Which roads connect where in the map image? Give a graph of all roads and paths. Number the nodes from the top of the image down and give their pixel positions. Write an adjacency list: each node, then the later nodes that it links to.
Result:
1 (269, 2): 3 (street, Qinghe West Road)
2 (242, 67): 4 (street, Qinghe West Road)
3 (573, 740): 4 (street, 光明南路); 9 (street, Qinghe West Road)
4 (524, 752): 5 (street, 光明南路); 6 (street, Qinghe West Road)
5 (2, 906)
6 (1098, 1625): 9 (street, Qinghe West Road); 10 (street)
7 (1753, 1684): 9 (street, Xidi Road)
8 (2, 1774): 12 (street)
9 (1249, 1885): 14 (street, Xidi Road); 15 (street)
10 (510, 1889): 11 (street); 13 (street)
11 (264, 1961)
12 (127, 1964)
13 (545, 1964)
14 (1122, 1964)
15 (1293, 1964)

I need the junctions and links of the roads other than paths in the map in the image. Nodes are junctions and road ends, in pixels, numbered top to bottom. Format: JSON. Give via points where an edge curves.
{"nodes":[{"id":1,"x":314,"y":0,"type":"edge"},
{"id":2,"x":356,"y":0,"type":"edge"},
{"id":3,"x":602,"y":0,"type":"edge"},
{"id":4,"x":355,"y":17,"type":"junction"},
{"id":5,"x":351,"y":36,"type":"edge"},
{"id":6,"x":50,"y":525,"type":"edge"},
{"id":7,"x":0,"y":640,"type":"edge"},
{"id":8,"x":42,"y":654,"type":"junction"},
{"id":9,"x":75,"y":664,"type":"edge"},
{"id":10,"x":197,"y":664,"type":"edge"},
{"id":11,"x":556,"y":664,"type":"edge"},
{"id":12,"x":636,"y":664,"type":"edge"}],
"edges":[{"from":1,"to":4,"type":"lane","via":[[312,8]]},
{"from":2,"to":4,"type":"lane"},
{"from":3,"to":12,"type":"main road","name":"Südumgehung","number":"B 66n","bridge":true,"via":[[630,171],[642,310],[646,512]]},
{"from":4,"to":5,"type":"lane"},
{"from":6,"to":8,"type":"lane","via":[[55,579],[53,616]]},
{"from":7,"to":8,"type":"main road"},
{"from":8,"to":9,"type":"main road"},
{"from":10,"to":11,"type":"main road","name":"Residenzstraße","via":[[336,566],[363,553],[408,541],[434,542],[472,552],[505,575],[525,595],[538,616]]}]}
========
• **What the task requires**
Start to finish, copy the material out exactly.

• **Result**
Which roads connect where in the map image? Give a graph of all roads and paths. Number the nodes from the top of the image down and give their pixel positions. Write an adjacency list: each node, then the later nodes that it links to.
Result:
1 (269, 2): 3 (street, Qinghe West Road)
2 (242, 67): 4 (street, Qinghe West Road)
3 (573, 740): 4 (street, 光明南路); 9 (street, Qinghe West Road)
4 (524, 752): 5 (street, 光明南路); 6 (street, Qinghe West Road)
5 (2, 906)
6 (1098, 1625): 9 (street, Qinghe West Road); 10 (street)
7 (1753, 1684): 9 (street, Xidi Road)
8 (2, 1774): 12 (street)
9 (1249, 1885): 14 (street, Xidi Road); 15 (street)
10 (510, 1889): 11 (street); 13 (street)
11 (264, 1961)
12 (127, 1964)
13 (545, 1964)
14 (1122, 1964)
15 (1293, 1964)

I need the junctions and links of the roads other than paths in the map in the image. Nodes are junctions and road ends, in pixels, numbered top to bottom. Format: JSON. Give via points where an edge curves.
{"nodes":[{"id":1,"x":314,"y":0,"type":"edge"},
{"id":2,"x":356,"y":0,"type":"edge"},
{"id":3,"x":602,"y":0,"type":"edge"},
{"id":4,"x":355,"y":17,"type":"junction"},
{"id":5,"x":351,"y":36,"type":"edge"},
{"id":6,"x":50,"y":525,"type":"edge"},
{"id":7,"x":0,"y":640,"type":"edge"},
{"id":8,"x":42,"y":654,"type":"junction"},
{"id":9,"x":75,"y":664,"type":"edge"},
{"id":10,"x":197,"y":664,"type":"edge"},
{"id":11,"x":556,"y":664,"type":"edge"},
{"id":12,"x":636,"y":664,"type":"edge"}],
"edges":[{"from":1,"to":4,"type":"lane","via":[[312,8]]},
{"from":2,"to":4,"type":"lane"},
{"from":3,"to":12,"type":"main road","name":"Südumgehung","number":"B 66n","bridge":true,"via":[[630,171],[642,310],[646,512]]},
{"from":4,"to":5,"type":"lane"},
{"from":6,"to":8,"type":"lane","via":[[55,579],[53,616]]},
{"from":7,"to":8,"type":"main road"},
{"from":8,"to":9,"type":"main road"},
{"from":10,"to":11,"type":"main road","name":"Residenzstraße","via":[[336,566],[363,553],[408,541],[434,542],[472,552],[505,575],[525,595],[538,616]]}]}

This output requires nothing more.